Nine EU nations will formalise a plan to create a European military intervention force, with Britain backing the measure as a way to maintain strong defence ties with the bloc after Brexit.
The force, known as the European Intervention Initiative and championed by French President Emmanuel Macron, is intended to be able to deploy rapidly to deal with crises.
NATO Secretary General Jens Stoltenberg was attending the European Defence Ministers meeting in Luxembourg and said he did not see the initiative as a threat to the Alliance.
"I welcome this initiative because I believe it can strengthen the readiness of our forces because we need high readiness, that’s exactly what NATO is focussing on.
"So this comes on top of the fact we have already tripled the size of NATO's response force and we have established the VJTF [Very High Readiness Joint Task Force] so I just see new initiatives that complement and reinforce what is ongoing in NATO."

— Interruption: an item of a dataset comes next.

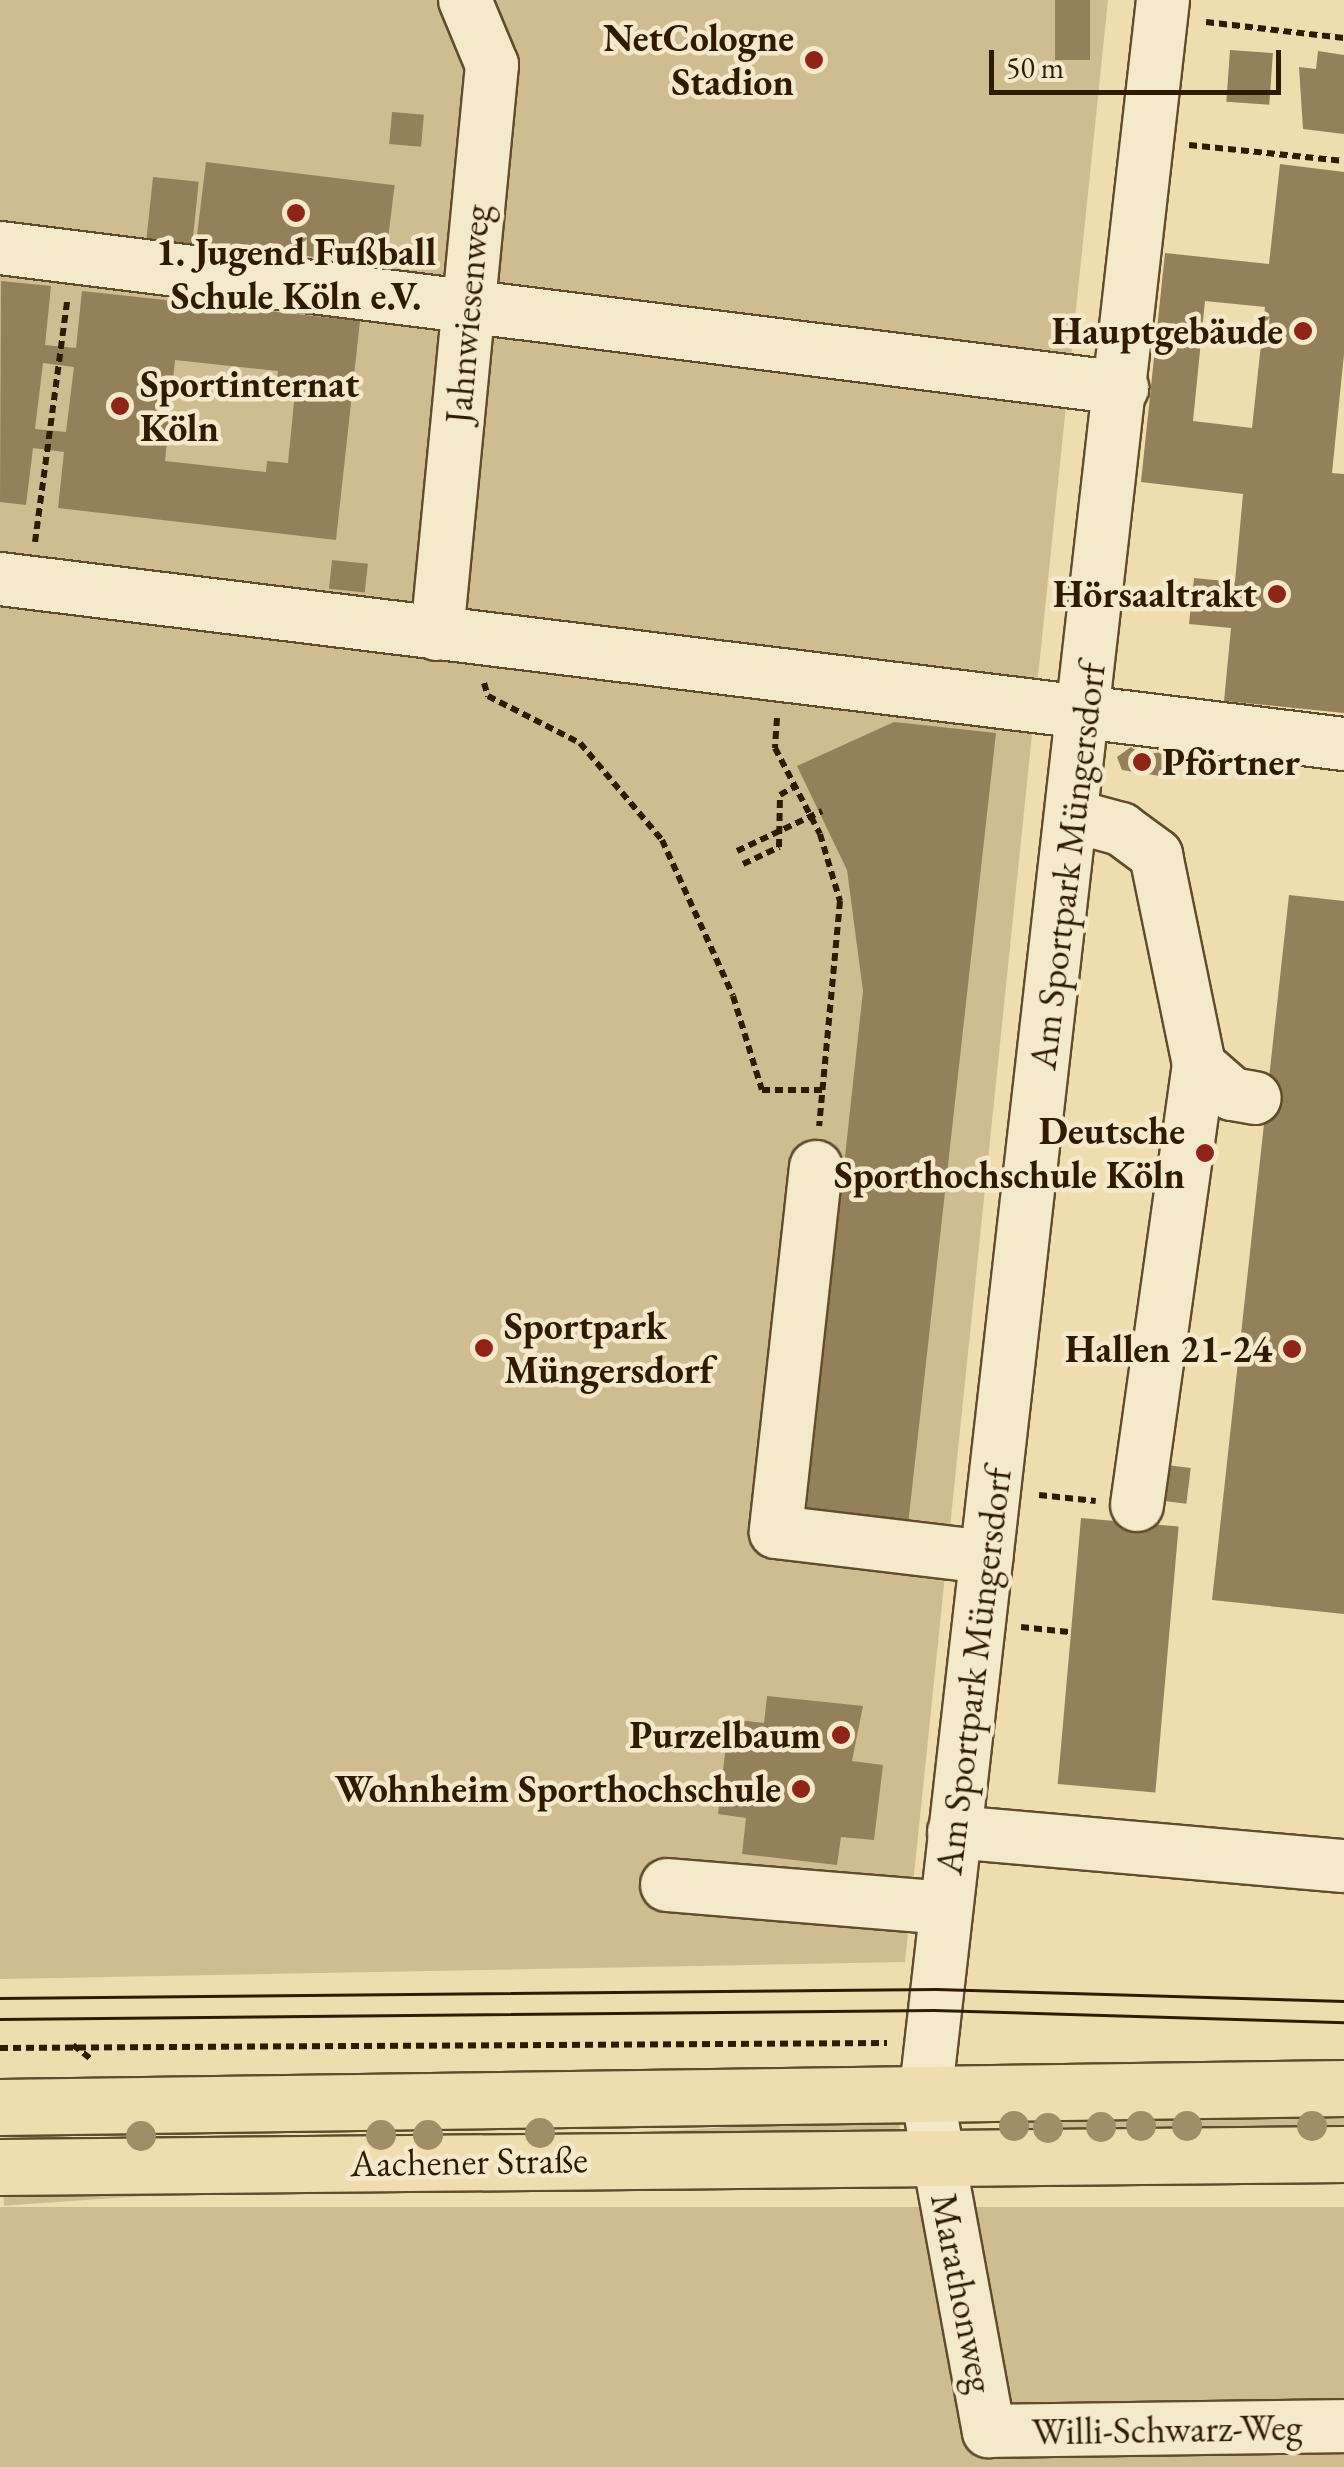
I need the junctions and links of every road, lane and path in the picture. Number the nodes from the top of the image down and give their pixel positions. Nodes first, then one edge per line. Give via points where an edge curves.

Britain has historically pushed back against deepening EU defence commitments, but with the UK due to leave in 2019 it will no longer be able to voice its concerns and the EU will find it easier to take these steps.
However, Prime Minister Theresa May has said the government will maintain its commitment to protecting Europe after Brexit.
The UK currently has the biggest defence budget of any EU member, making it an important asset to the EU.
Britain has a history of collaborative defence projects with EU countries including the Eurofighter Typhoon aircraft and the Meteor air-to-air missile.